* HOW TO COMPLETE THIS TASK: What is the number of lines in the entries that contain "routing"? Reply with that number only.

* SOURCE MATERIAL:
################
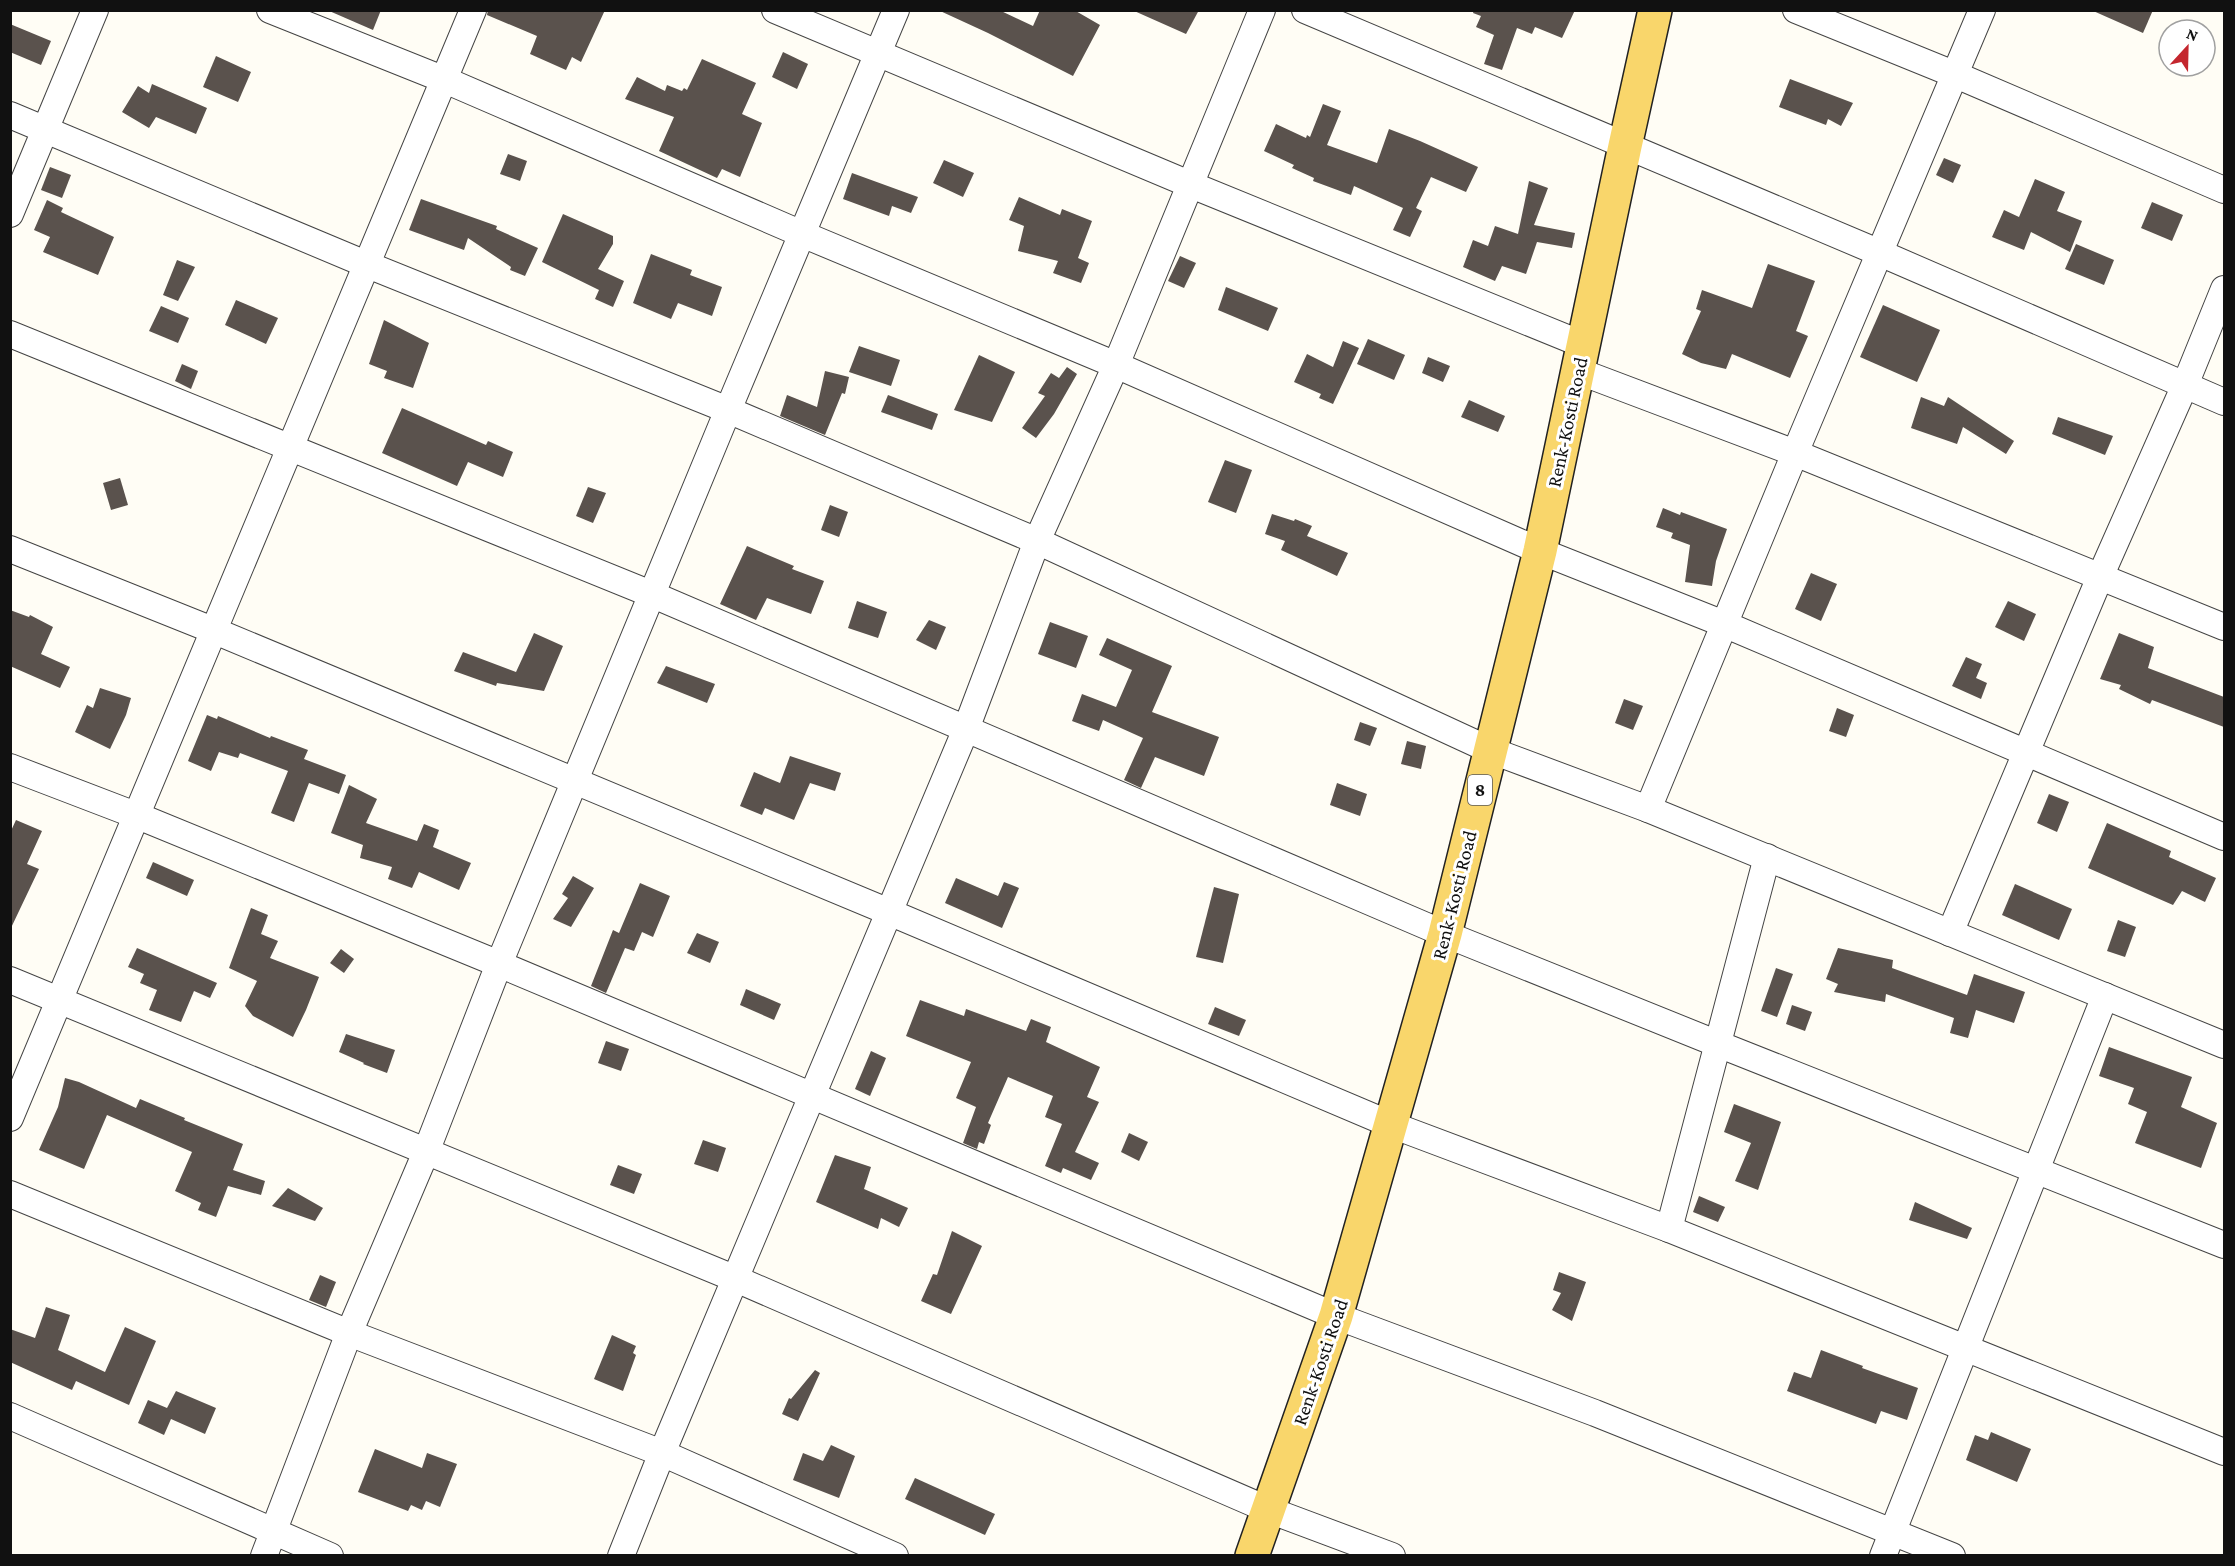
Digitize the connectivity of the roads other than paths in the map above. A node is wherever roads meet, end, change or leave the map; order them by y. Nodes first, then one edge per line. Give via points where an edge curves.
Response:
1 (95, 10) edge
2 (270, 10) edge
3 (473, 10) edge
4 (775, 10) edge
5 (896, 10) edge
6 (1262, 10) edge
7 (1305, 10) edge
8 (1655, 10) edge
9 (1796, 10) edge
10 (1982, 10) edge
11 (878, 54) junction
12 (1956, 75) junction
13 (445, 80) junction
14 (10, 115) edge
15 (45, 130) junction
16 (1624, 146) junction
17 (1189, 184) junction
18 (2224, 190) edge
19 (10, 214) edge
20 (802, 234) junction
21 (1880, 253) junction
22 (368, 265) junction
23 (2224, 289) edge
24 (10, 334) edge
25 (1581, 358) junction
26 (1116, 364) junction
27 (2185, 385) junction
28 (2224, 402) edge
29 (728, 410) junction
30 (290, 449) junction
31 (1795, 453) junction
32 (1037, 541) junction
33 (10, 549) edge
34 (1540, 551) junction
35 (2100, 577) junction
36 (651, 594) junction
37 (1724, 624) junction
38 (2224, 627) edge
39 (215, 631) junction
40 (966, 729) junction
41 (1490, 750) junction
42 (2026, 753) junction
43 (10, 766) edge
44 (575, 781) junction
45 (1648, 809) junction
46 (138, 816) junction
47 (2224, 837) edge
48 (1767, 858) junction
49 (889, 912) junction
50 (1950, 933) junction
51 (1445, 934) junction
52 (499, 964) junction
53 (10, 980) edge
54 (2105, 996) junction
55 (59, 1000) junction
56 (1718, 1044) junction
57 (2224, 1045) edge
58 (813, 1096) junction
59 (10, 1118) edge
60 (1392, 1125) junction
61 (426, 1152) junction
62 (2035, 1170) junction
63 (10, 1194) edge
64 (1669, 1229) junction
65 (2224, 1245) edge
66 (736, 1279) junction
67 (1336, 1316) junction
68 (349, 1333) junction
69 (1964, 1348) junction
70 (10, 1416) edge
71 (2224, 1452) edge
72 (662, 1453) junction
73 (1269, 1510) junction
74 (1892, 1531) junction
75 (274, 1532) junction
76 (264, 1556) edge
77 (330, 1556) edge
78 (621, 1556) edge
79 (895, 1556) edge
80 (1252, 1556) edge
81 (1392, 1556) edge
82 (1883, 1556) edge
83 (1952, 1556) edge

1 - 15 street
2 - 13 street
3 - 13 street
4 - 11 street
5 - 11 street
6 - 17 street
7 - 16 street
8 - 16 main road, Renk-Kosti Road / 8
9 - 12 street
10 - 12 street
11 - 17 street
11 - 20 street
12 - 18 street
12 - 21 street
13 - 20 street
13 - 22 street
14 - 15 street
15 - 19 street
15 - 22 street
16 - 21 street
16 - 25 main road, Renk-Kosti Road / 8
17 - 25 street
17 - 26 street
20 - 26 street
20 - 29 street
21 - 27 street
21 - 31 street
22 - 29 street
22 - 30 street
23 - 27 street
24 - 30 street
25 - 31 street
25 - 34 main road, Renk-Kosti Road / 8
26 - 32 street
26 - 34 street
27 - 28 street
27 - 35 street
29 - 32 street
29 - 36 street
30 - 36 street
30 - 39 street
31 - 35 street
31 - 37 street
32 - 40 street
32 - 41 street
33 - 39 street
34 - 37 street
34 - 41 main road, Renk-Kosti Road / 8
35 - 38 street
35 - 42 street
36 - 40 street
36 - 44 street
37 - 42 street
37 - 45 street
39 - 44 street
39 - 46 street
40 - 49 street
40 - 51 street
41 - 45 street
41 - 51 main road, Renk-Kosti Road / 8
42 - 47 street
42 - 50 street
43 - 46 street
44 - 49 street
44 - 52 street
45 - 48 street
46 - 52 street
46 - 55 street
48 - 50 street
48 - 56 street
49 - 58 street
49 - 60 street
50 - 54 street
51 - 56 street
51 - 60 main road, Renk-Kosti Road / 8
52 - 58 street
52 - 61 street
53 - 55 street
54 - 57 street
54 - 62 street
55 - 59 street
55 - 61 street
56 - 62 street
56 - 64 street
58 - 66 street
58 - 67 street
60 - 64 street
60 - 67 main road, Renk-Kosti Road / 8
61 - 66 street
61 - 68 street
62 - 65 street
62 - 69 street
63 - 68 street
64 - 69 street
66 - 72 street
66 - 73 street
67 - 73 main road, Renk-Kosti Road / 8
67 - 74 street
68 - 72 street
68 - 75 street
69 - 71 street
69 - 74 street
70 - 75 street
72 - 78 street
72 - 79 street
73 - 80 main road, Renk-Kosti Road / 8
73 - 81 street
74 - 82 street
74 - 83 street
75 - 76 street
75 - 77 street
################
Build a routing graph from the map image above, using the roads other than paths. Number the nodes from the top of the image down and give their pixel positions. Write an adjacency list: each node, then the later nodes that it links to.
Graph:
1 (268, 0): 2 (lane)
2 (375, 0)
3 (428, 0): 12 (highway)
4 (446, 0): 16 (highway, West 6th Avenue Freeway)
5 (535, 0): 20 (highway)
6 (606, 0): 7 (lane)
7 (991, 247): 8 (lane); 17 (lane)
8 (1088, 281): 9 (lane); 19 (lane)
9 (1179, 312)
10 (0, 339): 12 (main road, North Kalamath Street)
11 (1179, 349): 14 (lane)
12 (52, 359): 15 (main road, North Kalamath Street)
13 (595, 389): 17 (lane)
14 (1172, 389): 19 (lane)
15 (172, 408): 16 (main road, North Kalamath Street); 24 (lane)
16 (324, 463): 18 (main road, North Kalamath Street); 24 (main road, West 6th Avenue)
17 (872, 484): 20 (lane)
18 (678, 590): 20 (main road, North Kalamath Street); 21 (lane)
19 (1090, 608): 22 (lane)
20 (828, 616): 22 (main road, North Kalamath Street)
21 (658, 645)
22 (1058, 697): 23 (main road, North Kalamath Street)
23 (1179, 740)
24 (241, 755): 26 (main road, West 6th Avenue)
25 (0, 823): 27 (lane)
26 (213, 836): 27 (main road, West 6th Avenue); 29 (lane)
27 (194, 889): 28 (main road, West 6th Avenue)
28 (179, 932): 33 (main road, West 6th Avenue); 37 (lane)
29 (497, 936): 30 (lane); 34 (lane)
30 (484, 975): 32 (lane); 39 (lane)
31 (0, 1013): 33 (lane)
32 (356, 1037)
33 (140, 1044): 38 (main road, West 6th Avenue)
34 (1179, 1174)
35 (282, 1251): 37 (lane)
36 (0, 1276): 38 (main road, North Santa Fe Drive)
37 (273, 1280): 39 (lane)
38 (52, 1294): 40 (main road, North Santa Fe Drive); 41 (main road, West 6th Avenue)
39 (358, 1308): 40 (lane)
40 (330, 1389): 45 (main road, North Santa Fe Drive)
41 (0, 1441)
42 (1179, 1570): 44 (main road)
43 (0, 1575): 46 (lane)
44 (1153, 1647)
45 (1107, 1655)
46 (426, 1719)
################
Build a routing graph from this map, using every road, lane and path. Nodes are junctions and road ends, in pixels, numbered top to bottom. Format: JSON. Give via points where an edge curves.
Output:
################
* RESPONSE AREA: 2